While speaking with the passenger, Officer Morris observed a white pill on the center console. Officer Morris removed the pill from the center console and examined it. Upon examining the pill, Officer Morris noticed a butterfly design which he determined was consistent with the controlled substance ecstacy[sic].

(emphasis added). The court then made a different finding, however:

[Officer Morris] saw the pill in the center console of the vehicle while talking to the passenger. He didn’t have to search the vehicle to discover the pill, it was in plain view. It was apparent to Officer Morris prior to examining the pill that it was contraband. Based on the reasoning in State v. Hall, 376 So.2d 276 (Fla. 3d DCA 1979), this court must conclude that the evidence should not be suppressed based on the “plain view” doctrine and Officer Morris did not conduct a warrantless search when he seized the contraband in plain view,

(emphasis added). Based on this finding, the court denied suppression.

We agree with appellant that no evidence in the record supports the trial court’s finding that “[i]t was apparent to Officer Morris prior to examining the pill that it was contraband.” The officer testified that he could not tell what kind of pill it was until he seized it, and that it was only after he seized the pill that he saw a design on the pill which made him believe it was Ecstasy.

The State argues that an officer is not required to know certain items are contraband or evidence of a crime before seizing them. It argues that seizure is justified if the facts available to the seizing officer would warrant a person of reasonable caution in the belief that certain items may be contraband or stolen property or useful as evidence of a crime. Here, however, Officer Morris never testified that he believed prior to the seizure that the item was contraband, nor did he testify to any facts which would have rendered that belief reasonable.
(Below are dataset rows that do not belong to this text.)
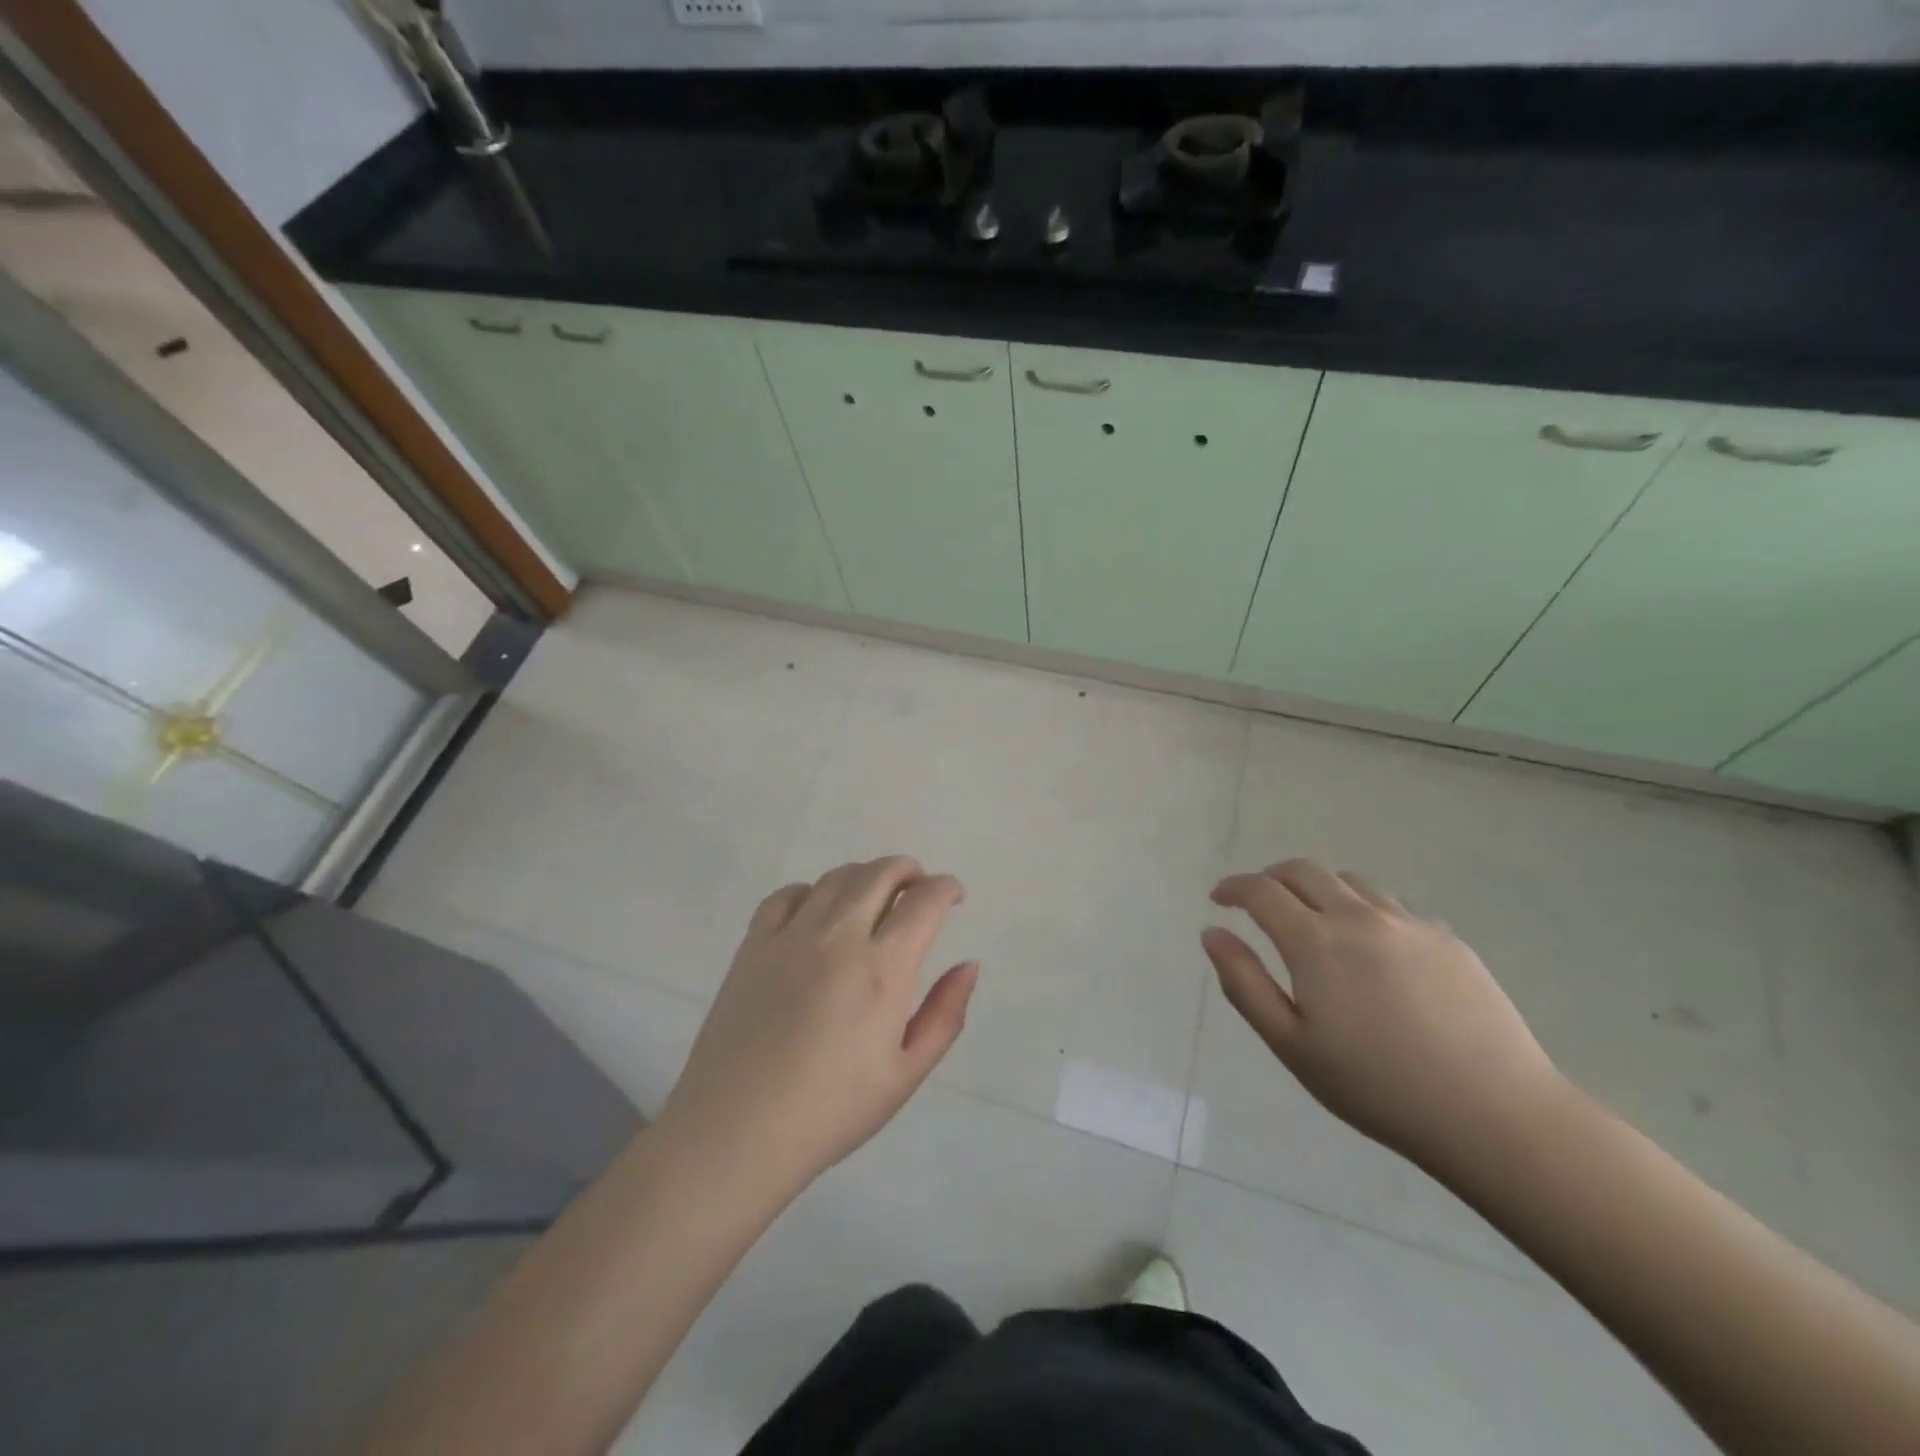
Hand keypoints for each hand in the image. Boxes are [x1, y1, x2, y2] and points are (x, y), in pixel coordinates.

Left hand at [661, 857, 977, 1192]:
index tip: (954, 895)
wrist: (736, 1130)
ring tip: (874, 897)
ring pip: (837, 877)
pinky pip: (787, 895)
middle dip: (910, 871)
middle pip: (881, 873)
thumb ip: (945, 1013)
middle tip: (919, 888)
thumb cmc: (831, 1110)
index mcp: (883, 967)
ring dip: (866, 876)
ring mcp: (791, 935)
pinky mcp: (753, 944)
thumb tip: (969, 965)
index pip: (924, 901)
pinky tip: (816, 913)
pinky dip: (812, 891)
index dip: (946, 888)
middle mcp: (839, 936)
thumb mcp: (906, 1073)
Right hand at [1204, 858, 1561, 1171]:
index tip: (1219, 899)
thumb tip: (1212, 934)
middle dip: (1271, 878)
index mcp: (1316, 942)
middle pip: (1304, 870)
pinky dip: (1363, 909)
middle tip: (1258, 902)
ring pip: (1350, 881)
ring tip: (1313, 921)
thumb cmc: (1377, 1087)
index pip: (1261, 891)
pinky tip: (1371, 949)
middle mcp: (1359, 917)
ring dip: (1318, 888)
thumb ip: (1244, 983)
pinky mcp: (1447, 939)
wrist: (1495, 1115)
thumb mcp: (1292, 1045)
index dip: (1233, 887)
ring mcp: (1408, 923)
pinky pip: (1391, 906)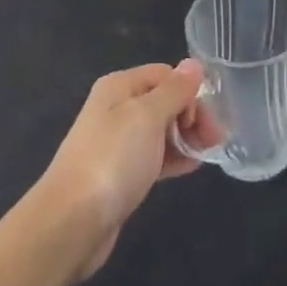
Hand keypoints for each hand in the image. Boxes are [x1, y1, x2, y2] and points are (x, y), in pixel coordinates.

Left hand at [35, 62, 219, 281]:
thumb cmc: (113, 159)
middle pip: (165, 101)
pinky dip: (174, 158)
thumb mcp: (148, 116)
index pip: (166, 75)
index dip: (189, 92)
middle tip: (215, 139)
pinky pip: (154, 156)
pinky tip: (192, 166)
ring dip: (187, 137)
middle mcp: (117, 109)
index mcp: (120, 87)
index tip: (204, 119)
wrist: (71, 222)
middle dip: (192, 115)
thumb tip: (194, 64)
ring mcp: (117, 143)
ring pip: (162, 130)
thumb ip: (175, 90)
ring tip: (208, 153)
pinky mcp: (120, 174)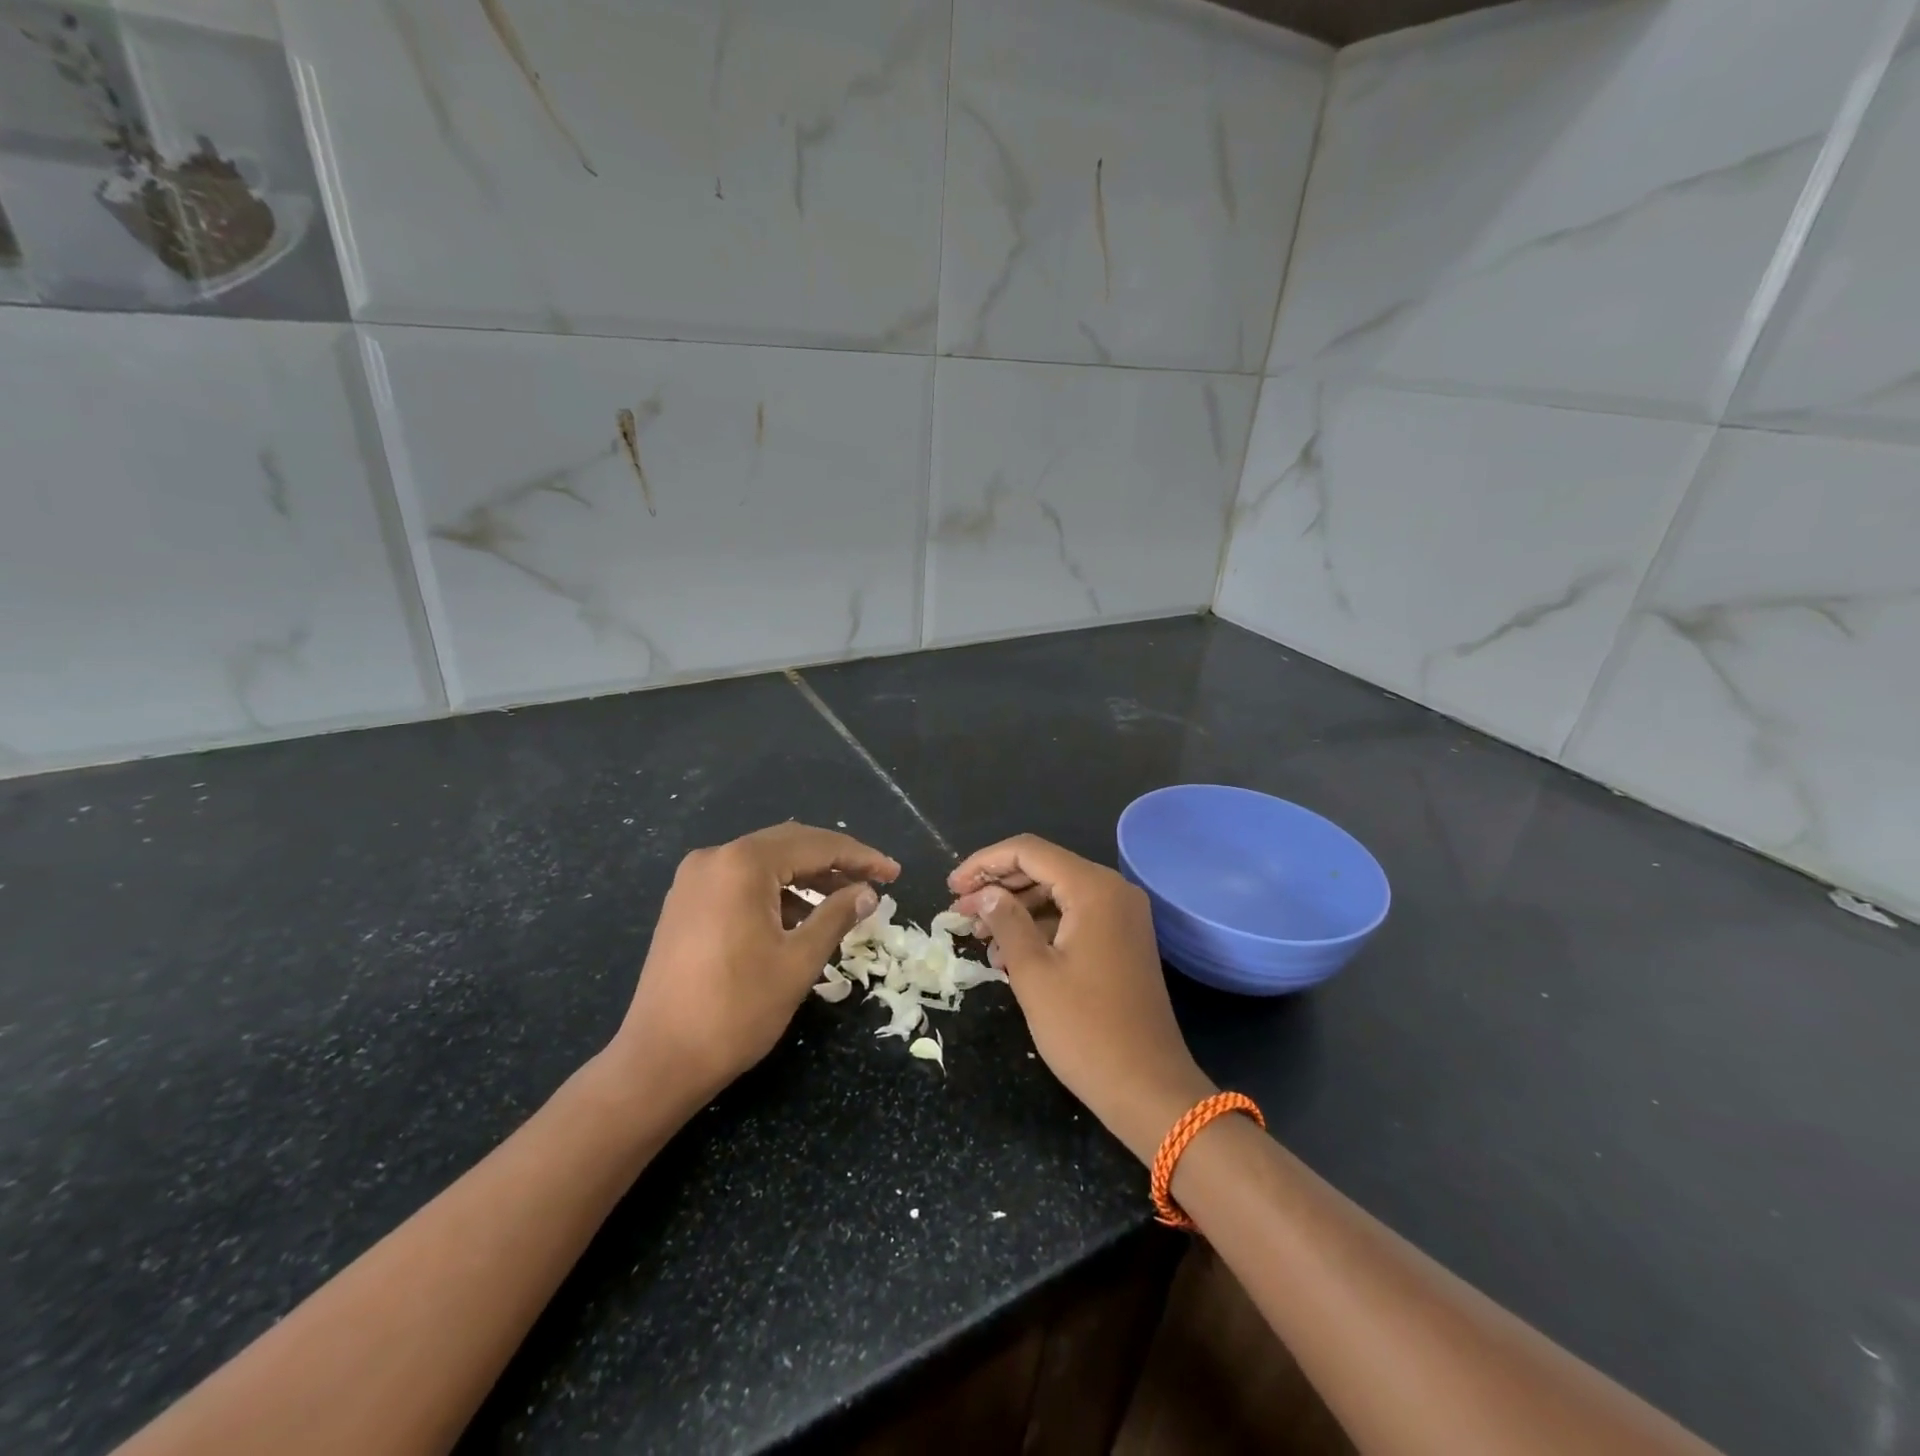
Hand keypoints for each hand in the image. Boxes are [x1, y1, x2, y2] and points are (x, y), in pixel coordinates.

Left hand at [613, 823, 898, 1106]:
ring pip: (765, 863)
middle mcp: (714, 858)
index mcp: (742, 864)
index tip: (894, 873)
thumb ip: (837, 916)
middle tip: (875, 880)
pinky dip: (777, 892)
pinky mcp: (686, 903)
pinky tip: (802, 915)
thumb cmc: (737, 1010)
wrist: (659, 1061)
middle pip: (789, 845)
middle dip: (835, 861)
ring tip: (846, 899)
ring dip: (806, 877)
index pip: (815, 845)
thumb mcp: (799, 961)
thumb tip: (867, 893)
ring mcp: (694, 880)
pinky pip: (742, 882)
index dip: (860, 857)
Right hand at [949, 835, 1214, 1162]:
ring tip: (977, 934)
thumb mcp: (1033, 973)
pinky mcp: (1122, 940)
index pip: (1029, 852)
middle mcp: (1113, 891)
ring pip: (1057, 893)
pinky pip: (1073, 917)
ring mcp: (1122, 916)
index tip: (951, 887)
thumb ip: (1006, 921)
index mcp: (1094, 889)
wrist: (1149, 1088)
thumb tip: (986, 894)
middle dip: (997, 886)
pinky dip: (1040, 927)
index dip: (984, 863)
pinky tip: (1008, 952)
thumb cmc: (1086, 1030)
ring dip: (1016, 908)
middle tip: (958, 911)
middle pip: (1044, 868)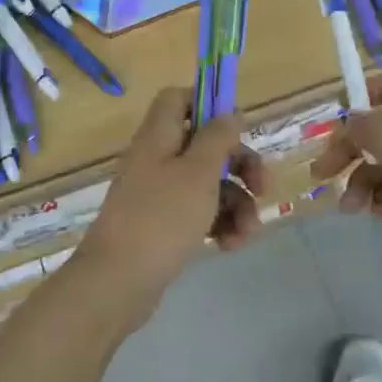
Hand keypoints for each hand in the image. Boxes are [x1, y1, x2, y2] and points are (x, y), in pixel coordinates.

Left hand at [69, 87, 263, 331]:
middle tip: (263, 188)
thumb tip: (229, 112)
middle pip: (204, 145)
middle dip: (240, 166)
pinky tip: (231, 245)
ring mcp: (158, 194)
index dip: (208, 104)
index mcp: (158, 137)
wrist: (118, 282)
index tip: (238, 126)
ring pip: (208, 184)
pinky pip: (198, 213)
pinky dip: (219, 224)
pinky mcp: (162, 226)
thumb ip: (217, 138)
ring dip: (236, 204)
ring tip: (247, 232)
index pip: (177, 99)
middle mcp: (156, 160)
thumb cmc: (161, 218)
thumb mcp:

The plain view doctrine provides that items in plain view may be seized when (1) the seizing officer is in a position *312where he has a legitimate right to be, (2) the incriminating character of the evidence is immediately apparent, and (3) the seizing officer has a lawful right of access to the object. Pagan v. State, 830 So.2d 792, 807 (Fla.2002). In this case, the incriminating character of the pill was not “immediately apparent.” Florida courts consistently have held that when closer examination of an item observed in plain view is necessary to confirm the incriminating nature of the contraband, its incriminating nature is not considered “immediately apparent.” See Caplan v. State, 531 So.2d 88 (Fla.1988); Carr v. State, 353 So.2d 958 (Fla. 2d DCA 1978). It was error to deny the motion to suppress.

REVERSED and REMANDED.

PLEUS and TORPY, JJ., concur.

. According to the police report, the pill carried a butterfly design.